Eine Spur von Genugtuung lag auf Grabbes Gesicht, als er dem verdutzten Museumsdirektor den Durchsuchungsbefehl auf der Schwelle des Neubaus überreichte. Zelig trug Jeans und ein Sweatshirt. Die nackten Füße, deren Haut Walde unglaublich weiß schien, steckten in Sandalen.
»Guten Morgen, Herr Zelig.« Gabi stolzierte mit einem schwungvollen Bogen in die Diele und rief den Technikern zu. »Wir fangen mit dem Büro und der Werkstatt an.«
»Die Kinder schlafen noch.« Zelig legte einen Finger auf die Lippen. »Dürfte ich Sie bitten, leise zu sein?«
»Bei denen müssen wir vielleicht auch noch nachsehen«, sagte Grabbe.

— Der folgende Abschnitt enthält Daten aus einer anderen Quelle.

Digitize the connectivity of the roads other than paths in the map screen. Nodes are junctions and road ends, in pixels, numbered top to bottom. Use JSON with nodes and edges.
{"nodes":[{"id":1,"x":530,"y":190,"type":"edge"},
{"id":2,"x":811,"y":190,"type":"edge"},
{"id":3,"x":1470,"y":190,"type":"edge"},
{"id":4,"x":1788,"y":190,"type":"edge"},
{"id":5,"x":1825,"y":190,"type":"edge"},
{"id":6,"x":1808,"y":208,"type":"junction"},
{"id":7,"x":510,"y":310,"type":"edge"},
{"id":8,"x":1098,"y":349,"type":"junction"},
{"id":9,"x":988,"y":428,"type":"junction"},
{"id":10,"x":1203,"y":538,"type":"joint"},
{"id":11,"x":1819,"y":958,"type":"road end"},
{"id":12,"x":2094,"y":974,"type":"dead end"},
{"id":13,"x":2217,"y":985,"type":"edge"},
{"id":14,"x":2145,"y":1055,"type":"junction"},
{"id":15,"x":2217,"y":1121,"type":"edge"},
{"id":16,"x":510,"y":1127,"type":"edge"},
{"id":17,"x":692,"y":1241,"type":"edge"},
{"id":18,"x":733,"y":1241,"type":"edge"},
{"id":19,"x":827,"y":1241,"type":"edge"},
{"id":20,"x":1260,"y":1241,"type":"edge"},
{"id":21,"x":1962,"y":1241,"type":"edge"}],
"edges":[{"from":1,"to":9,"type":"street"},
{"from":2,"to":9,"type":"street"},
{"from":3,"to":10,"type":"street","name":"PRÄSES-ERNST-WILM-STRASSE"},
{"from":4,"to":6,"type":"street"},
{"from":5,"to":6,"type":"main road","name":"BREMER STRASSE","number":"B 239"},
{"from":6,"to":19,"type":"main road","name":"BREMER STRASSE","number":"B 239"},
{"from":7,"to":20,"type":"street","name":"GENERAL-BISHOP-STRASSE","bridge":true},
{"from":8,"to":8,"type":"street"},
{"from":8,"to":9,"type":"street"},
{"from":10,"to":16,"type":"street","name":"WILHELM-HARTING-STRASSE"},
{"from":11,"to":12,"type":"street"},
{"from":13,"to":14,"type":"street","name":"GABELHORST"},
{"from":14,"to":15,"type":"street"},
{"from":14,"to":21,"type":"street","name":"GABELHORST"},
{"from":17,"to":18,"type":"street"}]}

»Können Sie nicht die Kinder da raushalten? So wie ich das hier verstehe«, der Museumsdirektor zeigte auf den Gerichtsbeschluss in seiner Hand, »bezieht sich die Durchsuchung und die Ermittlung auf meine Person.«
»Alle Räume, die dem Beschuldigten zugänglich sind, einschließlich etwaiger Kraftfahrzeuge.«
»Ich möchte meinen Anwalt anrufen.«
»Tun Sie das«, forderte ihn Grabbe auf.
»Schon wieder ein Sammler«, stöhnte Sattler, als er, gefolgt von zwei Technikern, Walde und Grabbe, das häusliche Büro des Museumsdirektors betrat. »Wieder Töpfe«, stöhnte er, während er sich im Raum umblickte. »Und diesmal sind … Kronkorken drin.«
»Die meisten Exponate stammen noch aus meiner Studienzeit.« Zelig stand im Türrahmen.

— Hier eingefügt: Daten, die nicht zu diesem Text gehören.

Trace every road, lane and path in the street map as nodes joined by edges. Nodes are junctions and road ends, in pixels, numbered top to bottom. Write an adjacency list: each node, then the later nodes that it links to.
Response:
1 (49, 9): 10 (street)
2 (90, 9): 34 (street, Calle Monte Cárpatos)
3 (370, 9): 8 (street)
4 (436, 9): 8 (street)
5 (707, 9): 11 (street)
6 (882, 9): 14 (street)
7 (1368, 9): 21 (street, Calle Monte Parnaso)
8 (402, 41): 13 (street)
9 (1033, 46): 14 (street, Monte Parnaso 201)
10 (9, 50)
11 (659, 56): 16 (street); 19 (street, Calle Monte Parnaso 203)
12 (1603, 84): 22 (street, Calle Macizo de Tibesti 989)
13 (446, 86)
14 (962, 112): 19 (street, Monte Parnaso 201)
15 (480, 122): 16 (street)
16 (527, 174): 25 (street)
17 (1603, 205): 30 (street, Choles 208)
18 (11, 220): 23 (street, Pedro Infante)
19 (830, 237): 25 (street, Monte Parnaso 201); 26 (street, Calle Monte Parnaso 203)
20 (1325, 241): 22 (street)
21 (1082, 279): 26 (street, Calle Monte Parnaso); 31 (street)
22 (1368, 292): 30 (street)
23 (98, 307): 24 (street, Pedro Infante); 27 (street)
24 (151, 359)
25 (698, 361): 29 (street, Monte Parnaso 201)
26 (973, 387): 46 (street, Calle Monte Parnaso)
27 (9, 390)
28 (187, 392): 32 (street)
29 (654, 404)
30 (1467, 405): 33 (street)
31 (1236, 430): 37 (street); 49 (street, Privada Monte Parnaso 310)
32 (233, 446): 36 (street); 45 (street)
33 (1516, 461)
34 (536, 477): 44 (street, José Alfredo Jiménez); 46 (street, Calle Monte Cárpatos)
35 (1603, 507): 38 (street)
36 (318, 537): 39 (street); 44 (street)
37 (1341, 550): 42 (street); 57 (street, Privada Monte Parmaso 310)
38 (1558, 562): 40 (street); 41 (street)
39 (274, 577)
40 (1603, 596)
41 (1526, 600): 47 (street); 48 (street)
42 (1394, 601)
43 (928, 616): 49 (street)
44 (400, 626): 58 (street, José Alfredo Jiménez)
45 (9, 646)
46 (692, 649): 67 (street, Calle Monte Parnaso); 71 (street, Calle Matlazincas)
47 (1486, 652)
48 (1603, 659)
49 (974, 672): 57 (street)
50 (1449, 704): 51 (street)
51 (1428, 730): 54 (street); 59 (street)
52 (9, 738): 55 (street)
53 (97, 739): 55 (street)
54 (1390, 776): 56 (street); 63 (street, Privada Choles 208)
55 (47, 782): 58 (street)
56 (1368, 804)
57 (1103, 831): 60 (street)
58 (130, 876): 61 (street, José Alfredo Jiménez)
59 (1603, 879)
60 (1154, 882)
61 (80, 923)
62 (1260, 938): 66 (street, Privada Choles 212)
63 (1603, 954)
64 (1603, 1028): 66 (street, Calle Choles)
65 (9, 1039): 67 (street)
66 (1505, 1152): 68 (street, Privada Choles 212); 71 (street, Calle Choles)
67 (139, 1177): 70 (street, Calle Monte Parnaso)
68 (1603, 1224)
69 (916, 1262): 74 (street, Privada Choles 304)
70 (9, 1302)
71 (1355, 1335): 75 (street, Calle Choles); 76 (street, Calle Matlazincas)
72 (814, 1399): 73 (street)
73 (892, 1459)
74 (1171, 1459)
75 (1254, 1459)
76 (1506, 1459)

»Das interessiert uns nur insoweit, als sich hier Dinge befinden, die aus dem Münzschatz der Schwesternklinik oder aus dem Nachlass von Herrn Theis stammen«, sagte Grabbe. »Oder beides.«
»Sie überschreiten meiner Meinung nach deutlich die Schwelle zur Beleidigung.« Zelig lief im Gesicht rot an. »Ihre Unterstellungen werden sicher auch meinen Anwalt interessieren.«
Als niemand auf seine Worte einging, schwieg auch Zelig und beobachtete misstrauisch, wie die Besucher Schränke öffneten, die Schubladen aus seinem Schreibtisch zogen und auf den Teppich stellten und seine persönlichen Unterlagen durchwühlten.

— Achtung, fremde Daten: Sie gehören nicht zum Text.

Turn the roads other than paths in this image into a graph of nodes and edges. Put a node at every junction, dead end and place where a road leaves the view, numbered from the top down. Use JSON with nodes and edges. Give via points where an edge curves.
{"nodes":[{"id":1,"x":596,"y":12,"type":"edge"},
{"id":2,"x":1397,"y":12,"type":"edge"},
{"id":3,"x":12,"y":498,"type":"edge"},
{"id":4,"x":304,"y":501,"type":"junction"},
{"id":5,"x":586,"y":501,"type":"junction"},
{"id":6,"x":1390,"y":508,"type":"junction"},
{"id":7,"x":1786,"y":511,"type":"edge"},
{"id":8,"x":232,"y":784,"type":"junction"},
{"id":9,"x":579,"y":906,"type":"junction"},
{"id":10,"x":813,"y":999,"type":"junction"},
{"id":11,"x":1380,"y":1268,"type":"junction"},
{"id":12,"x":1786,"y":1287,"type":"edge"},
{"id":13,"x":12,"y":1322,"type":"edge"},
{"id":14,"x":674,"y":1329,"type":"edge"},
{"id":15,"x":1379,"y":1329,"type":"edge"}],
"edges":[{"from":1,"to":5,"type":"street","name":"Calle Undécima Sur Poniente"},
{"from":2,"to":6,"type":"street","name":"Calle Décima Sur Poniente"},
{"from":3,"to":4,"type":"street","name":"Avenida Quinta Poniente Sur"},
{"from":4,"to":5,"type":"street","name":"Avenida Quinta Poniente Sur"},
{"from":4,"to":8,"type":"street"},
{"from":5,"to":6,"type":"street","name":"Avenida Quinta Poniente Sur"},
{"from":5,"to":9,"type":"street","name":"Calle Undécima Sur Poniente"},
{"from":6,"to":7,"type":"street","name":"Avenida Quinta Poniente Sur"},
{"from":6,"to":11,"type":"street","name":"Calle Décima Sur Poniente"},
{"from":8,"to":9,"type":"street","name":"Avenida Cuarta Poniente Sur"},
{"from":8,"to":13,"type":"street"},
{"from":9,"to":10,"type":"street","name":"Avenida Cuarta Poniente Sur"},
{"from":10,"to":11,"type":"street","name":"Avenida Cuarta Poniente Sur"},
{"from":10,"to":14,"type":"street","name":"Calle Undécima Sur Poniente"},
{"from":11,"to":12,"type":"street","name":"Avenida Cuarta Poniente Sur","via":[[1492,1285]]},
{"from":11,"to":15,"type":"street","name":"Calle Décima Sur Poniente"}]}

Nach einer Weile fragte er: »Was meinten Sie eben mit beides? Soll das heißen, Herr Theis hatte doch etwas mit den Funden auf dem Gelände der Schwesternklinik zu tun?«
»Möglich ist alles.« Grabbe leerte den spärlichen Inhalt des Papierkorbs auf der Platte des Schreibtischs aus. Neben zerknüllten Blättern kullerten Bonbonpapierchen über die lackierte Fläche.
Als Zelig sich an einen der Wandschränke lehnte, sagte Grabbe: »Herr Dr. Zelig, ich darf Sie bitten, von dem Schrank Abstand zu halten!«
»Ich muss schon bitten.« Zeligs Stimme klang beleidigt.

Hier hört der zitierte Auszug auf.